ANother good tip is to apply pressure with your thumb with your gill hand, to the "chin" of the fish.. This will immobilize the fish and help prevent the fish from shaking free and possibly dropping the fish.

Also Dont rule out the bear hugg, which is often practiced on BIG fish. Holding the fish between your arms and bringing towards your chest is another acceptable way of ensuring a proper horizontal hold and providing enough support..

Hope this helps.. Catch a fatty!!


----------



## USAlx50 (Nov 30, 2004)

I'll try to add some for anyone interested.

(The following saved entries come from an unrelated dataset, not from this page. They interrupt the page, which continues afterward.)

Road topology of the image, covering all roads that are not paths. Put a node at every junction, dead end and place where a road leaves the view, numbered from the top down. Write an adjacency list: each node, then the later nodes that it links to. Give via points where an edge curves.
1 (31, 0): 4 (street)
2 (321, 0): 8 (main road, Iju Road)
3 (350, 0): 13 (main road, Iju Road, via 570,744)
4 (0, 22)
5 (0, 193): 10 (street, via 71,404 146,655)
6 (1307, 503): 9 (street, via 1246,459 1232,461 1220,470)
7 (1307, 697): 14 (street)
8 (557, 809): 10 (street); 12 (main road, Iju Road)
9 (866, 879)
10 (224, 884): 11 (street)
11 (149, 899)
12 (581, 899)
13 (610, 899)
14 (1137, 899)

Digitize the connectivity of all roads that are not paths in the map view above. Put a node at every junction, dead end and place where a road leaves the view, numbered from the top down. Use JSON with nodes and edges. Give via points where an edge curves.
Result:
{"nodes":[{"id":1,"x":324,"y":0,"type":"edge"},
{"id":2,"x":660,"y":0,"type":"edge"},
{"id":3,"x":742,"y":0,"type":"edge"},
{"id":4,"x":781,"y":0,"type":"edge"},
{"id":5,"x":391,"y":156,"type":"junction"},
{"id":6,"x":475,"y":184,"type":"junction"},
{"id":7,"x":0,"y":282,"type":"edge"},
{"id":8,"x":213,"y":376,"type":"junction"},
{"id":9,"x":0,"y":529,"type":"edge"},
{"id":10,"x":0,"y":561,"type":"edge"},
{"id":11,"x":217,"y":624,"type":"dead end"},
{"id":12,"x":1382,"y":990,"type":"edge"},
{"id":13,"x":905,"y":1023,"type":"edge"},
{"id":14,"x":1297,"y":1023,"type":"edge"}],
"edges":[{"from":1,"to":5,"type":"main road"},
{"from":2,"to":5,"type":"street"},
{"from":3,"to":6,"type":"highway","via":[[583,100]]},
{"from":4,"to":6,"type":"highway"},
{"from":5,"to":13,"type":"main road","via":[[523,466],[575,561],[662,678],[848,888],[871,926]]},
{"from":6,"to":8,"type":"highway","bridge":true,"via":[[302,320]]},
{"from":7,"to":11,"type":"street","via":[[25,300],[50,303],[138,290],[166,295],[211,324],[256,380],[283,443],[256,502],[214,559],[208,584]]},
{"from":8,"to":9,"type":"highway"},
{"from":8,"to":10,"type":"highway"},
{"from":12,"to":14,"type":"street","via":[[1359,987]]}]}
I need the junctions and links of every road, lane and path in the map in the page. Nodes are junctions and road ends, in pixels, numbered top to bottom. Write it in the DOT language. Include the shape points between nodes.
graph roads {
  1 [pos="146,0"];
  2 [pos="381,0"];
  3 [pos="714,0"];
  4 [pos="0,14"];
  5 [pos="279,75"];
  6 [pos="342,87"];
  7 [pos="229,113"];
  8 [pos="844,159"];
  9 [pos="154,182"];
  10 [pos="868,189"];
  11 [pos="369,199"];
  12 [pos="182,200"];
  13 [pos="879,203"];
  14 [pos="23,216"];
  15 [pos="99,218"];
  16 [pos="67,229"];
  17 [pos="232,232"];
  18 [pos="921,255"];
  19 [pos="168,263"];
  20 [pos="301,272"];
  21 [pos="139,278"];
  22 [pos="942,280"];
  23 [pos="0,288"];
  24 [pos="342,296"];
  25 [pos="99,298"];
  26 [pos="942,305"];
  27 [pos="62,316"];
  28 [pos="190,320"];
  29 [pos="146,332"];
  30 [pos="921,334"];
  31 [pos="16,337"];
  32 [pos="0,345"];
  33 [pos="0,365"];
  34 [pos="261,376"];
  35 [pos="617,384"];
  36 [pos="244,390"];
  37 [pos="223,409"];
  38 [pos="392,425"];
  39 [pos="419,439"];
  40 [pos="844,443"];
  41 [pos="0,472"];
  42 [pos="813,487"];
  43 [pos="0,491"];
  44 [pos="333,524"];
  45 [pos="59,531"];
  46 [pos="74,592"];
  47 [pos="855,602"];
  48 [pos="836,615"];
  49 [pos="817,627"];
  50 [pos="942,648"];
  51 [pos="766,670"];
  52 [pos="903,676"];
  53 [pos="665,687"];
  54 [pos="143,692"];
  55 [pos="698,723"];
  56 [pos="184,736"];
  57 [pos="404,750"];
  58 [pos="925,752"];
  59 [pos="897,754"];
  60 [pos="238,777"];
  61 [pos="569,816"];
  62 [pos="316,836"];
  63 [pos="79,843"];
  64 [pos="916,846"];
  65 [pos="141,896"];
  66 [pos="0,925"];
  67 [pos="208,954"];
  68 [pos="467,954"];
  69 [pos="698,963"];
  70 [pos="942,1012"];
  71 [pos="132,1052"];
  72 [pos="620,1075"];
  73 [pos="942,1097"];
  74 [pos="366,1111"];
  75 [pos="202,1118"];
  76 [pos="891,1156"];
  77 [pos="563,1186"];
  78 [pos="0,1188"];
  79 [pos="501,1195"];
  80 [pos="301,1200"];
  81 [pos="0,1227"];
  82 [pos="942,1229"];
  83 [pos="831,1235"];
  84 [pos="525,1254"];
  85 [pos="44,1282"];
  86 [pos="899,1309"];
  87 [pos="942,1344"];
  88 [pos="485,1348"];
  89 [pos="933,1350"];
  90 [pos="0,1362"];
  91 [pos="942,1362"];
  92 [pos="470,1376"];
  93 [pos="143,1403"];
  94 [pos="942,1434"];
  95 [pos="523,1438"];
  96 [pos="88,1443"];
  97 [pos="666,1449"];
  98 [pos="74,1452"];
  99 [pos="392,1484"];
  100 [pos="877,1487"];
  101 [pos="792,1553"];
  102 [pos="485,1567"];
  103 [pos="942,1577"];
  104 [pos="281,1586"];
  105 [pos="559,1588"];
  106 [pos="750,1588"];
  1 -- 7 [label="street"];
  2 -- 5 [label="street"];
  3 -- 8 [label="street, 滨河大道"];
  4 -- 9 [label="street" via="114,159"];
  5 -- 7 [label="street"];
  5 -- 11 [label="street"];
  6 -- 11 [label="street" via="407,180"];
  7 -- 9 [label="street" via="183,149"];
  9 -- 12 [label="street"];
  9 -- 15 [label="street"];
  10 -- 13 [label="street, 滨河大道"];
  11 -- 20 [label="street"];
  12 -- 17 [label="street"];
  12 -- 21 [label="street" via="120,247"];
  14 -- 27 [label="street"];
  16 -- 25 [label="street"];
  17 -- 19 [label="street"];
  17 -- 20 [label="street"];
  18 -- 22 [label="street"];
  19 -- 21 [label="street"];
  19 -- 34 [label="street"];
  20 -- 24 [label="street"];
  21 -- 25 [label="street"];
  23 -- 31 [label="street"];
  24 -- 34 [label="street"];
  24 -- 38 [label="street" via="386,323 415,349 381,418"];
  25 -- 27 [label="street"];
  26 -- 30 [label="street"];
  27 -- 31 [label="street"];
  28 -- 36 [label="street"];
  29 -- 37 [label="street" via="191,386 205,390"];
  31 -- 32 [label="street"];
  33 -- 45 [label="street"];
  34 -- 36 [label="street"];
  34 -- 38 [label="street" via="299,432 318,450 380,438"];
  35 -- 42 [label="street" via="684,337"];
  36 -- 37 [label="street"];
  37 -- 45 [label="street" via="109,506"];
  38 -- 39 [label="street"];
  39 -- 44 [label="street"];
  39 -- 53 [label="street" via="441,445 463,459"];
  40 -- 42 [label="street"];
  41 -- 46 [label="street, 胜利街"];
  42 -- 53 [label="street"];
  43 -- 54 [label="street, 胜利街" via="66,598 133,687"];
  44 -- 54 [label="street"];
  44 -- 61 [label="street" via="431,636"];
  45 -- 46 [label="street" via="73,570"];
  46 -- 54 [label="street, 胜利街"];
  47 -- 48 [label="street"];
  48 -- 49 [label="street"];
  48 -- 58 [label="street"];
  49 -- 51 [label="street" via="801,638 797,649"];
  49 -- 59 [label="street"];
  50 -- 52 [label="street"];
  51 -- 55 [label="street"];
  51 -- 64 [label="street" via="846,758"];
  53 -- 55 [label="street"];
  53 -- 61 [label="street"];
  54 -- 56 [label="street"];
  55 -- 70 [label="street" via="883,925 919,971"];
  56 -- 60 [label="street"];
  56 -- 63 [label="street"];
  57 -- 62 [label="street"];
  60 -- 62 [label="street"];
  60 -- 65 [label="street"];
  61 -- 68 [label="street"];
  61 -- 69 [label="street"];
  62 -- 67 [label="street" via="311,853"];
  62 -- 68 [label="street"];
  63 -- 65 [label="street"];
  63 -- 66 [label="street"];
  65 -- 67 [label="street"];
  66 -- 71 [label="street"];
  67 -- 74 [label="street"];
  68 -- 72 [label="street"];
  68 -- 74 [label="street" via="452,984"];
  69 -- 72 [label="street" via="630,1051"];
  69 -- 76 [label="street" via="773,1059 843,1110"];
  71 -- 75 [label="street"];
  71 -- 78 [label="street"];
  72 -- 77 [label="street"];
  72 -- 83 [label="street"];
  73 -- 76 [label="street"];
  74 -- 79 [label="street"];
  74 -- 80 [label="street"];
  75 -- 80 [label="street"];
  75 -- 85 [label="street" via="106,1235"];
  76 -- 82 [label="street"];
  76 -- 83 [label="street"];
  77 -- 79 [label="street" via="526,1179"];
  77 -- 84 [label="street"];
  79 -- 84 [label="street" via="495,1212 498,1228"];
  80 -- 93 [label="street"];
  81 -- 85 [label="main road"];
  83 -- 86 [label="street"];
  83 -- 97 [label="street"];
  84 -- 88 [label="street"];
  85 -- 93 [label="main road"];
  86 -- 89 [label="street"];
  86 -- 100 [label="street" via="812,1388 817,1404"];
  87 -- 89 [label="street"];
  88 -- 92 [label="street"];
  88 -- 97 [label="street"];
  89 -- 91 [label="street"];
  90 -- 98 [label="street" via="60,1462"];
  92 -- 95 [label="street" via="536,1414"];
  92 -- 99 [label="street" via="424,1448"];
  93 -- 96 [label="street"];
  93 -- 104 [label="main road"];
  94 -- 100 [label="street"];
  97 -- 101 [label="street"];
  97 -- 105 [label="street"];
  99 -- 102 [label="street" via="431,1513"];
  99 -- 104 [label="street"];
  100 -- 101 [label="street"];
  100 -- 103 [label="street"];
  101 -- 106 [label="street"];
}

Some who look at the BIG musky nets may wonder why the hell their so big and especially deep. They are made to act as a pen in the water for the fish so you can unhook it at boatside without letting it beat the crap out of itself on the bottom of the boat. Frabil and beckman are the two brands that are used almost exclusively by musky guys. That may seem like review but I cant count the times I have seen it happen with big muskies and pike. People have a big fish thrashing and dont want anything to do with multiple treble hooks swinging around. Its out of the water for 5 minutes, tangled in the net, and then they try to release it and wonder why it takes so long to swim away. Not all fish that swim away survive. Imagine how long you could hold your breath under water when holding a fish for pictures. Get a good long hook out pliers and a BOLT CUTTER for cutting hooks.

More and more info is coming out about the harms of vertical holds on big fishes spines. Its not too hard to just get a good horizontal hold. Look up the "leech lake lip lock," its the hold on the gill plate that madison was describing.

I might be overly anal but i try not to do the hug deal so I can keep all the protective slime on the fish and not on my shirt, but it is definately a better option then the vertical hold.


----------



## Madison (Mar 1, 2002)

USAlx50 said:


> Get a good long hook out pliers and a BOLT CUTTER for cutting hooks.


USA pointed out a couple of other imporatant "release" tools..

Must haves before going out skee fishing is Net, a Long handled pliers, bolt cutters (there are many on the market I prefer the Knipex brand), Jaw Spreaders (some are against the use, I also am not a huge fan, BUT there are times for me where they allowed for a quick release, if not for them would have equaled alot more time in the water) If anyone has any ideas on how to get fish's jaw to relax, let me know!.

If your taking pictures, and with a partner try to have the other guy get the camera ready, so when you bring the fish out, quick snap the picture and minmiize the time out of the water..

If your solo, its good practice to have the camera set up on a tripod the entire time your fishing..

Helpful hints helpful tips are Key to safe releases on the these fine fish..


----------



## waterwolf (Oct 15, 2003)

I like to have a fillet glove along also to slip on before attempting any type of handling. I think it helps keep the slim on them and may prevent any serious cuts or hooks in the hand.

A cradle is a great way to land a big fish. I find the release seems to happen more quickly.

To often you see those pictures with a big fish being held vertically. Just a bad practice.


----------



## wetwolf (Mar 7, 2006)

Somewhat new to the site, but in the past I have used the fish cradle. It works great with little to no damage to the pike. Regardless of how to net them, the key is making sure they are not green. My .02


----------



## remakeat50 (Mar 21, 2006)

Wow, thanks for the replys, very informative. I will use the techniques and try not do any harm. But first I need to catch some big ones!!


----------